What’s notable about this menu is that the two fluff courses cost the same as the much more serious and harder-to-duplicate creative writing seminar. Robert’s parents, appalled by the difference between his tuition bills and theirs of two decades ago, are aware of the varying amounts of quality and value they’re getting for the big checks they’re writing. And they’re responding like consumers. They’re looking into local community colleges that offer intro courses in core requirements like psych and sociology for much less, with the resulting credits being transferable to most four-year colleges. They’re researching online schools that also offer cheap, transferable credits for low-level coursework taken from home. And they’ve signed Robert up for an online “health coaching” program that will make him a certified health coach (at worst a nice, unusual resume filler) while generating nearly a full year of credits that several colleges in the region will accept. The idea is for Robert to gobble up a bunch of cheap credits and then transfer to a four-year bricks-and-mortar university for his last couple of years, thus acquiring a degree from a name-brand school for far less than four years of full-price tuition.
Variations on Robert’s theme are happening everywhere, as a combination of technology and sticker shock leads increasingly well-informed parents and students to distinguish between the truly-valuable offerings of mainstream universities and commodity courses and activities that can be had elsewhere for a fraction of the price. The result: a tsunami of creative destruction is bearing down on US higher education.
Wired magazine recently interviewed author and consultant Clayton Christensen, who puts some theoretical meat on the bones of this assertion. In the first part of the interview he explains the concept of disruptive innovation, through which big, complacent organizations are crushed by smaller competitors making low-end, cheap products that gobble up markets from below. Think cheap Japanese cars destroying the US auto industry, steel mini-mills bankrupting Big Steel, and so on. Now it’s Big Education’s turn:
Howe: If you had to list some industries right now that are either in a state of disruptive crisis or will be soon, what would they be?
Christensen: Journalism, certainly, and publishing broadly. Anything supported by advertising. That all of this is being disrupted is now beyond question. And then I think higher education is just on the edge of the crevasse. Generally, universities are doing very well financially, so they don’t feel from the data that their world is going to collapse. But I think even five years from now these enterprises are going to be in real trouble.
Howe: Why is higher education vulnerable?

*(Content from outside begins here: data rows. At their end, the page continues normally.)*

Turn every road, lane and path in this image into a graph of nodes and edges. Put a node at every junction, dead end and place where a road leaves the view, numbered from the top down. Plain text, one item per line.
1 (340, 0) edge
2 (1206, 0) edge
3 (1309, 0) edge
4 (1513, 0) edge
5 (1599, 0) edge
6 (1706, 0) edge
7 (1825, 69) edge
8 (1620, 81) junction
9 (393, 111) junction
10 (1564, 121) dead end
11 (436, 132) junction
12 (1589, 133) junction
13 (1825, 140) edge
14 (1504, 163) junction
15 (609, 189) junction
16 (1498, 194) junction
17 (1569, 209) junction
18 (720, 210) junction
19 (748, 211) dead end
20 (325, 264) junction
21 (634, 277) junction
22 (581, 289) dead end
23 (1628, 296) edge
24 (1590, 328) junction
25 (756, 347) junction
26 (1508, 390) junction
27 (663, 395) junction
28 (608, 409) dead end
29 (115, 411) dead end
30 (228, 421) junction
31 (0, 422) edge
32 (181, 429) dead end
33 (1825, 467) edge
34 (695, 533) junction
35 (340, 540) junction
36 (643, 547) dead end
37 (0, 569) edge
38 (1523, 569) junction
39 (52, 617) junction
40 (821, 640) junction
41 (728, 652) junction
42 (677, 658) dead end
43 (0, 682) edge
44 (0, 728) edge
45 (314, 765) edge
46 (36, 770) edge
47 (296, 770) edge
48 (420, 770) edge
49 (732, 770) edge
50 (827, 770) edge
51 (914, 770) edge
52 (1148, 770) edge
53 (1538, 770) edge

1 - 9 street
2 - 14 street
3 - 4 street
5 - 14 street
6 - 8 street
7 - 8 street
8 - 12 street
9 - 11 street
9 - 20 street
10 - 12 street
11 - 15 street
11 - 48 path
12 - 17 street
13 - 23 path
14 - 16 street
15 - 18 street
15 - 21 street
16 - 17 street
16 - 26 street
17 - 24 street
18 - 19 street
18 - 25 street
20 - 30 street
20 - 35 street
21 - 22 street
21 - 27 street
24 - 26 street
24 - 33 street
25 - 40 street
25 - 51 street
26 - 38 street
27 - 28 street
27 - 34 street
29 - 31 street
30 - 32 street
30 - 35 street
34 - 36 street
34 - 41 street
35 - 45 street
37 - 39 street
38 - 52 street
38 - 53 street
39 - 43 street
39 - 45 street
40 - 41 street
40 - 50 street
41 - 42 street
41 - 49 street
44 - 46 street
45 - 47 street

Christensen: The availability of online learning. It will take root in its simplest applications, then just get better and better. You know, Harvard Business School doesn’t teach accounting anymore, because there’s a guy out of BYU whose online accounting course is so good. He is extraordinary, and our accounting faculty, on average, is average.
Howe: What happens to all our institutions of advanced learning?
Christensen: Some will survive. Most will evolve hybrid models, in which universities license some courses from an online provider like Coursera but then provide more-specialized courses in person.
“Some will survive”…that’s a nice, understated way of saying that many won’t survive. And those that don’t will be the ones that have spent fortunes on non-academic fluff like state-of-the-art rec centers and NFL-caliber football stadiums, while assigning grad students to teach amphitheater 101 classes – all while raising tuition by 10% a year to levels that force students to graduate with tens of thousands of dollars of debt and highly uncertain job prospects. Those schools will be caught between the best, truly-valuable universities and junior colleges, online classes and “alternative” programs with transferable credits. The space in between won’t generate enough revenue to support their bloated costs.
Academia will become an even tougher place for generic PhDs, while turning into a candy store for creative entrepreneurs. So whether this is a good or bad thing depends on where you are in the academic food chain. The typical history major from a mid-range school will be unemployed and default on his loans. The undistinguished academic administrator will be fired and, like a mediocre newspaper editor, find zero new openings available. Entrepreneurs with solutions to the problems of cost, access, and quality will be the Mark Zuckerbergs and Steve Jobs of the next decade. Kids with parents able to shop aggressively and creatively will get good, cheap educations.
In other words, capitalism will work its usual magic and when the dust clears US higher ed will have been transformed from dysfunctionally-overpriced to consumer-driven, varied and highly-advanced. With a lot of pain and casualties along the way. To which parents like Robert’s would say, “bring it on, the sooner the better.”